We are considering families $F$ of sets which satisfy three properties. First, each family $F$ is intersecting; that is, for all $A_1, A_2\in F$, we have that $A_1\cap A_2$ is non-empty. Second, each family is finite, and each set in $F$ is finite as well, with the maximum cardinality of sets $A\in F$ called the size of $F$. And third, each $F$ satisfies the following minimality condition: if $A\in F$ and $A'$ is a proper, non-empty subset of $A$, then the family of sets $F \cup {A'} \setminus {A}$ is not intersecting.

It can be shown quite quickly that if $F$ has size $n$, then $|F|\le n^n$.

It is easy to construct a great many such families. If one has a family $F$ of size $n$ and a set $B=\{ b_1, b_2 , \dots, b_{n+1} \}$ that does not intersect any set of $F$, then one can create a new family $F'$ that contains the set $B$ and new sets of the form $A\cup \{b_i \}$, $1\le i \le n+1$, where each $b_i$ and each set $A$ is part of at least one set of this type. One can start from the trivial family $F=\{ \{a\}\}$ and build up many ($n$-uniform) families in this way.

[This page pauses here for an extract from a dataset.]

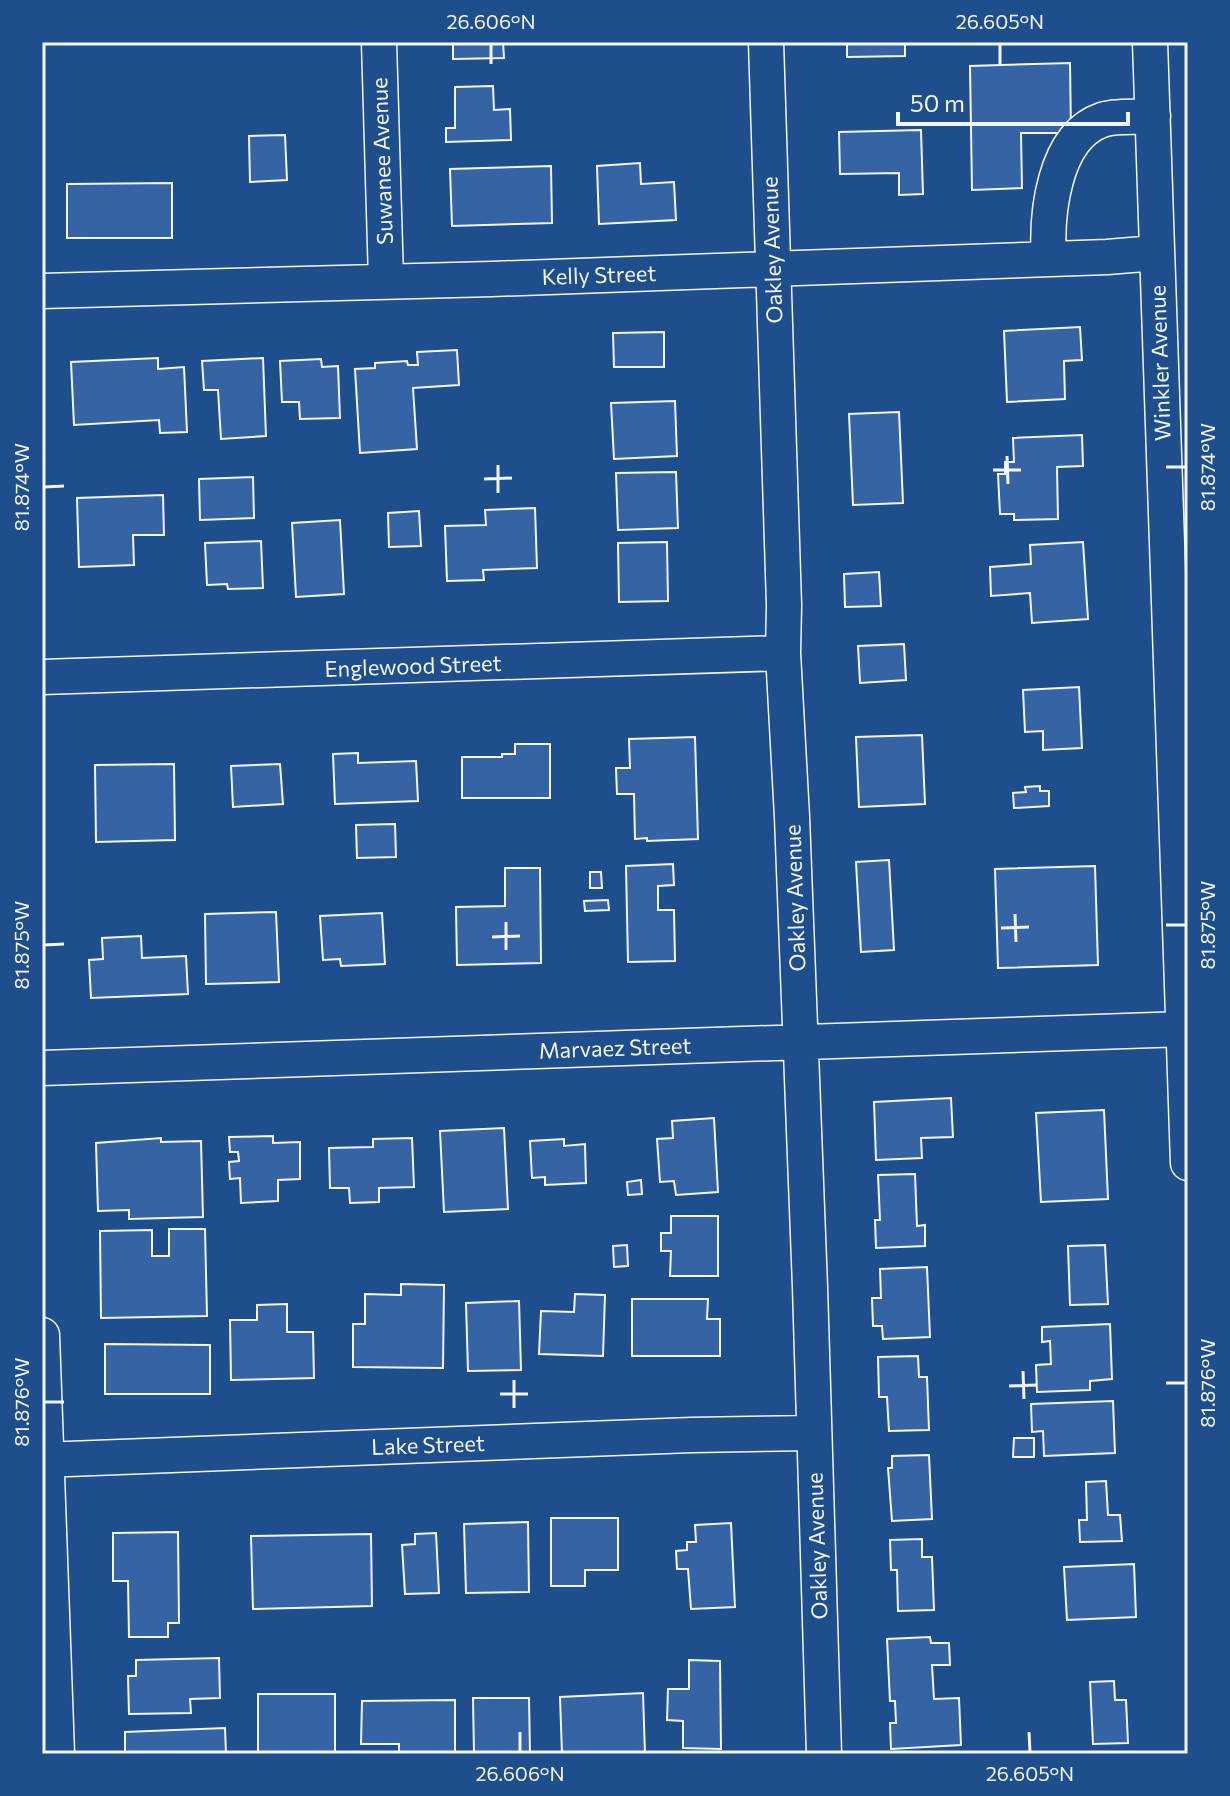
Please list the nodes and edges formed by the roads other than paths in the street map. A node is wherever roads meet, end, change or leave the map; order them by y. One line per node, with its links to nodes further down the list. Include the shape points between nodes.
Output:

By appending each $b_i$ to as few sets as possible, one can obtain families of size $n$ with very few total sets (as few as $n+1$). By appending each $b_i$ to every set $A\in F$, one can obtain families of size $n$ with cardinality almost that of the maximal order $n^n$

Our question is, in bare form, this: suppose a family of size $n$ is very large, close to the maximal order $n^n$, then must there exist an element or subset that is extremely popular, in the sense that it is contained in many more sets than the average?

Put more concretely:

Is it true that given a family $F$ of size $n$, there exists a set $C$, with $|C|=k$ such that $$\left|\{ A \in F: C \subset A \} \right| \ge \frac{|F|}{n^{o(k)}} $$ as $n \to \infty$? If so, how good a bound can one obtain? Would $$\frac{|F|}{100^k}$$ work?

Our reason for believing this may be true comes from the appending construction mentioned above. If the appending procedure is applied several times, those elements/subsets belonging to the original $F$ will be very popular in the final family obtained.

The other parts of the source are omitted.